=== TASK DESCRIPTION ===
Your answer should consist of every line in the records that holds "Sunshine".

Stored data
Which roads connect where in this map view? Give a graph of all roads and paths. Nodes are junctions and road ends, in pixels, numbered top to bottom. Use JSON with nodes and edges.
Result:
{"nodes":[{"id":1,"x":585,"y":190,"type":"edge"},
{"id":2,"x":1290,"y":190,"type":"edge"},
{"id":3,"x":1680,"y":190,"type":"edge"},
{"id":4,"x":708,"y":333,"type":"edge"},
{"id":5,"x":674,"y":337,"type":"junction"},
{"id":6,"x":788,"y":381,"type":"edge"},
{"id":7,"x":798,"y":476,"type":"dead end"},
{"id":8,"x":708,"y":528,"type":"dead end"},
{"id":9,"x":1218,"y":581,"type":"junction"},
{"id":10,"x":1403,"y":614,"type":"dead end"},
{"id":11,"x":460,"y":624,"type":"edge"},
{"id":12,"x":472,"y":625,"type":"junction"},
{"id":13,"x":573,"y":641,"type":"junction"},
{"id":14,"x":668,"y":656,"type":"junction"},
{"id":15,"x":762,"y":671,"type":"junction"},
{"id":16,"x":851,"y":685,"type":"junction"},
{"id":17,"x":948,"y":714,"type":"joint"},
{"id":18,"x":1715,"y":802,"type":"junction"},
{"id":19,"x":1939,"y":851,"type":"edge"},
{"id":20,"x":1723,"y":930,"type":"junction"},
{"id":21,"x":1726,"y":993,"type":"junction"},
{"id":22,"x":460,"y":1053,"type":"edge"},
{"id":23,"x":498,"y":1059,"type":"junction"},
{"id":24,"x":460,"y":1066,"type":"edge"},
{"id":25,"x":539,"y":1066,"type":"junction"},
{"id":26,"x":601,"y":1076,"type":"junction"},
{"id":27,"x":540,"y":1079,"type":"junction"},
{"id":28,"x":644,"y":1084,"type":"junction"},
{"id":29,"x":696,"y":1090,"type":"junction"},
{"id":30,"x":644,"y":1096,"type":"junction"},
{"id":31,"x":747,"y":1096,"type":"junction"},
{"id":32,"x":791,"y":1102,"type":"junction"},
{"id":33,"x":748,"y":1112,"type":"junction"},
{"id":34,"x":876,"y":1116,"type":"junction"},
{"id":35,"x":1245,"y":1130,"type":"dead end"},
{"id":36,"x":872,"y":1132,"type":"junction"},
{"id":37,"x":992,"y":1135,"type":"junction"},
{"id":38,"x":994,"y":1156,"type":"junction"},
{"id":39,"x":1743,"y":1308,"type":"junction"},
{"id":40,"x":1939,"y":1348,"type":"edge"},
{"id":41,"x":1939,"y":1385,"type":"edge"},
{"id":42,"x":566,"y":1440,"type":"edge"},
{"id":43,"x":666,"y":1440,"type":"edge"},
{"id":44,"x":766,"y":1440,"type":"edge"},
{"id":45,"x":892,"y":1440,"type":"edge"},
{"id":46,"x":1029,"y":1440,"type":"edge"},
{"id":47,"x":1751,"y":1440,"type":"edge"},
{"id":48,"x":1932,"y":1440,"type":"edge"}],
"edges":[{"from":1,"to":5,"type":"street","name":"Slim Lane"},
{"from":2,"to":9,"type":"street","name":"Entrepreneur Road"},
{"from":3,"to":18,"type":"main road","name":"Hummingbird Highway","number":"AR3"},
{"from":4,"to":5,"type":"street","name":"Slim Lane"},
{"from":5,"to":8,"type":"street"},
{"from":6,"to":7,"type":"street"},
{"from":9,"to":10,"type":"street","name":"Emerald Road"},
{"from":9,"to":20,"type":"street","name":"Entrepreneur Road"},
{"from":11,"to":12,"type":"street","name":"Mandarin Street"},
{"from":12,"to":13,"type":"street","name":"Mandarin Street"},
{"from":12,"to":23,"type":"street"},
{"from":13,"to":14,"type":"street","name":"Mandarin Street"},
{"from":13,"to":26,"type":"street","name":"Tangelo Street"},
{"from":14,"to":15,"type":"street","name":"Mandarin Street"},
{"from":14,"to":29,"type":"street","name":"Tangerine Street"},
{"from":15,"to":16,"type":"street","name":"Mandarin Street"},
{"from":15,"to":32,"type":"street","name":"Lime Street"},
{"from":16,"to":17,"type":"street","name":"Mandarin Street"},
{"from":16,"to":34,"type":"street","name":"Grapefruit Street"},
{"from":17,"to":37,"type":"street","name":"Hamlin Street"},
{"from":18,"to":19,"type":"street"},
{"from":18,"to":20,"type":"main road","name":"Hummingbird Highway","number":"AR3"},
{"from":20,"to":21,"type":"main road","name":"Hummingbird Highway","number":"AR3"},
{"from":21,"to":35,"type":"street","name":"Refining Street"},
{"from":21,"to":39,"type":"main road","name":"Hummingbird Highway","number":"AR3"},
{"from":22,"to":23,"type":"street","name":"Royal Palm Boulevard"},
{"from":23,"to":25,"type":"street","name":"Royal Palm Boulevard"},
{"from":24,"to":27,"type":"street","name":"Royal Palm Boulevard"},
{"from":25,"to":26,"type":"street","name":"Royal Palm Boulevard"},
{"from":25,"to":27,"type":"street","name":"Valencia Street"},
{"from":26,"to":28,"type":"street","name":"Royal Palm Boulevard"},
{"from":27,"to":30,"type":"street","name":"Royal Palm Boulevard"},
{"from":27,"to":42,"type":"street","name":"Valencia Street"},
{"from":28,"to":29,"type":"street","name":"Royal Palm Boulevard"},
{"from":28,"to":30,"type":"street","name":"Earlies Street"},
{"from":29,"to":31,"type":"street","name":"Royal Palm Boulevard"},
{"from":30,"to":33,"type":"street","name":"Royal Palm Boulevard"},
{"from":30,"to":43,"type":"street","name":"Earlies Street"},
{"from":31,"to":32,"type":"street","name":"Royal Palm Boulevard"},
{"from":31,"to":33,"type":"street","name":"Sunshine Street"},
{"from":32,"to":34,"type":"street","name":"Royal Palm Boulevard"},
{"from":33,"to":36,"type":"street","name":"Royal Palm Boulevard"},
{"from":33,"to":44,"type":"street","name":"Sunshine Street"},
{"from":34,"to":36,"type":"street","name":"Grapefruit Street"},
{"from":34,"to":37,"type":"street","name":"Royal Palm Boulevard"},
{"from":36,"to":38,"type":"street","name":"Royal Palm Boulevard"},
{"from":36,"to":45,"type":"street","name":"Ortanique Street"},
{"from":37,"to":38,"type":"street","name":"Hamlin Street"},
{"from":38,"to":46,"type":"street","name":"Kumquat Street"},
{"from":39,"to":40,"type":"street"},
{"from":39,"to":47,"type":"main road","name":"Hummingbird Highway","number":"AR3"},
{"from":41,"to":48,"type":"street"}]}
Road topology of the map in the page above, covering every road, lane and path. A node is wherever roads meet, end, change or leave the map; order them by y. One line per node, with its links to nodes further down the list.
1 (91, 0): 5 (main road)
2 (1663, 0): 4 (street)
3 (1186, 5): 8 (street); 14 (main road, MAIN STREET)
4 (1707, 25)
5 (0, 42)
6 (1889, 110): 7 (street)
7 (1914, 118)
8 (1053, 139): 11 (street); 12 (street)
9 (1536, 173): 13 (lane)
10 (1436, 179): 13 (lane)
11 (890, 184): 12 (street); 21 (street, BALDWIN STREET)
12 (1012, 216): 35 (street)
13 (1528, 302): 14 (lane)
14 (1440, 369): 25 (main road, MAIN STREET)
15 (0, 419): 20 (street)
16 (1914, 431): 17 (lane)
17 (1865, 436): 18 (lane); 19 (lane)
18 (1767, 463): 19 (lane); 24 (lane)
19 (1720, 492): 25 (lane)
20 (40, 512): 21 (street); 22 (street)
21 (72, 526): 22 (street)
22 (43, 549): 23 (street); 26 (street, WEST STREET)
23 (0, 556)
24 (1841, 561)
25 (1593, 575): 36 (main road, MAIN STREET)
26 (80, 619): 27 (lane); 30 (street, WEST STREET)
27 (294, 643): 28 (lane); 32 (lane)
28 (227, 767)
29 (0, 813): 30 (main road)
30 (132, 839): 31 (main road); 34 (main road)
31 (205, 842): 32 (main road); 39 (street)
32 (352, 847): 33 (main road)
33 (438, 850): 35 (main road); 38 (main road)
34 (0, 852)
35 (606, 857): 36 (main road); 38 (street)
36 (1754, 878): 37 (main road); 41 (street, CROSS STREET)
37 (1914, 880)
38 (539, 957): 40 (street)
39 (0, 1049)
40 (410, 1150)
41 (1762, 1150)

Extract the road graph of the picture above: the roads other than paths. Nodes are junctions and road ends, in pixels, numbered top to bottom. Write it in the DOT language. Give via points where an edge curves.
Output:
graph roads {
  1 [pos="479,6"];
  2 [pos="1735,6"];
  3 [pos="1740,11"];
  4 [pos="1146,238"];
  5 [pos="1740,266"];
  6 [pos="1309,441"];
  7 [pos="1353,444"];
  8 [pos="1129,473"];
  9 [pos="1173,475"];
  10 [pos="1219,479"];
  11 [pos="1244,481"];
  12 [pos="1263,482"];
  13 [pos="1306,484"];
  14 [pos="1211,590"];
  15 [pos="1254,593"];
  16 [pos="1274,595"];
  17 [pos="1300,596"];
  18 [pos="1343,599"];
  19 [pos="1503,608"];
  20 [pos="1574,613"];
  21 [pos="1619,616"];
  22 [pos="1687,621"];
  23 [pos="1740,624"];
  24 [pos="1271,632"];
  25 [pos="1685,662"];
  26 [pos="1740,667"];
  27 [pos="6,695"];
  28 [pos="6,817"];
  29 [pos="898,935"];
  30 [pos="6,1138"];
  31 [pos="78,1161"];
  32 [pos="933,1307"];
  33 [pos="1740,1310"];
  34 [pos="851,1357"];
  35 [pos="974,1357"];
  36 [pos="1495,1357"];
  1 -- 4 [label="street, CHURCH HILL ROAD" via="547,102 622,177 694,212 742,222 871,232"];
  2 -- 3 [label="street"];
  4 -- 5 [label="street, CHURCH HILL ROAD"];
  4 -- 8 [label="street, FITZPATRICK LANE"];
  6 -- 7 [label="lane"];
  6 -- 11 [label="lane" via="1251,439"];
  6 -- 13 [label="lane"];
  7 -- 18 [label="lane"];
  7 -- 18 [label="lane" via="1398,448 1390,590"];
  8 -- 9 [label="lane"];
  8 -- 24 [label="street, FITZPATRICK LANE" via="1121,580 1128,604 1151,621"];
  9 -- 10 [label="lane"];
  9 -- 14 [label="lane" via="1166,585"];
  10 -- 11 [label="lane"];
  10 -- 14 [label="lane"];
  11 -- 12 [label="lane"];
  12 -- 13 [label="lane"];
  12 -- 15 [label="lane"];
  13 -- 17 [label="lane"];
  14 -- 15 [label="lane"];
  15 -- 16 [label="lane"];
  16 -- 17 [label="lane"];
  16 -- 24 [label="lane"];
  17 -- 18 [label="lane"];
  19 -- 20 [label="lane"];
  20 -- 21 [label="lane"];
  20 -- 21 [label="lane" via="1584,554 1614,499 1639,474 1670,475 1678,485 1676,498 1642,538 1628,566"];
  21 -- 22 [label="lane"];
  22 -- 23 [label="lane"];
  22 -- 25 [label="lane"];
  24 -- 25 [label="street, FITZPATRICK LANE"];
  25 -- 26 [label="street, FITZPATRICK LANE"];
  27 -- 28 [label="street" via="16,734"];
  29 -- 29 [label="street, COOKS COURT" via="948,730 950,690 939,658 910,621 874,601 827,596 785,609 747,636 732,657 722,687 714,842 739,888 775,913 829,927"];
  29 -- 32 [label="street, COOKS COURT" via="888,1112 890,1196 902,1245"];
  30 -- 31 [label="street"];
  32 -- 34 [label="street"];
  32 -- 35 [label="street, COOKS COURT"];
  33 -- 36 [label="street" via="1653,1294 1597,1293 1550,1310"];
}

=== ANSWER FOR THE TASK ===
{"from":31,"to":33,"type":"street","name":"Sunshine Street"},
{"from":33,"to":44,"type":"street","name":"Sunshine Street"},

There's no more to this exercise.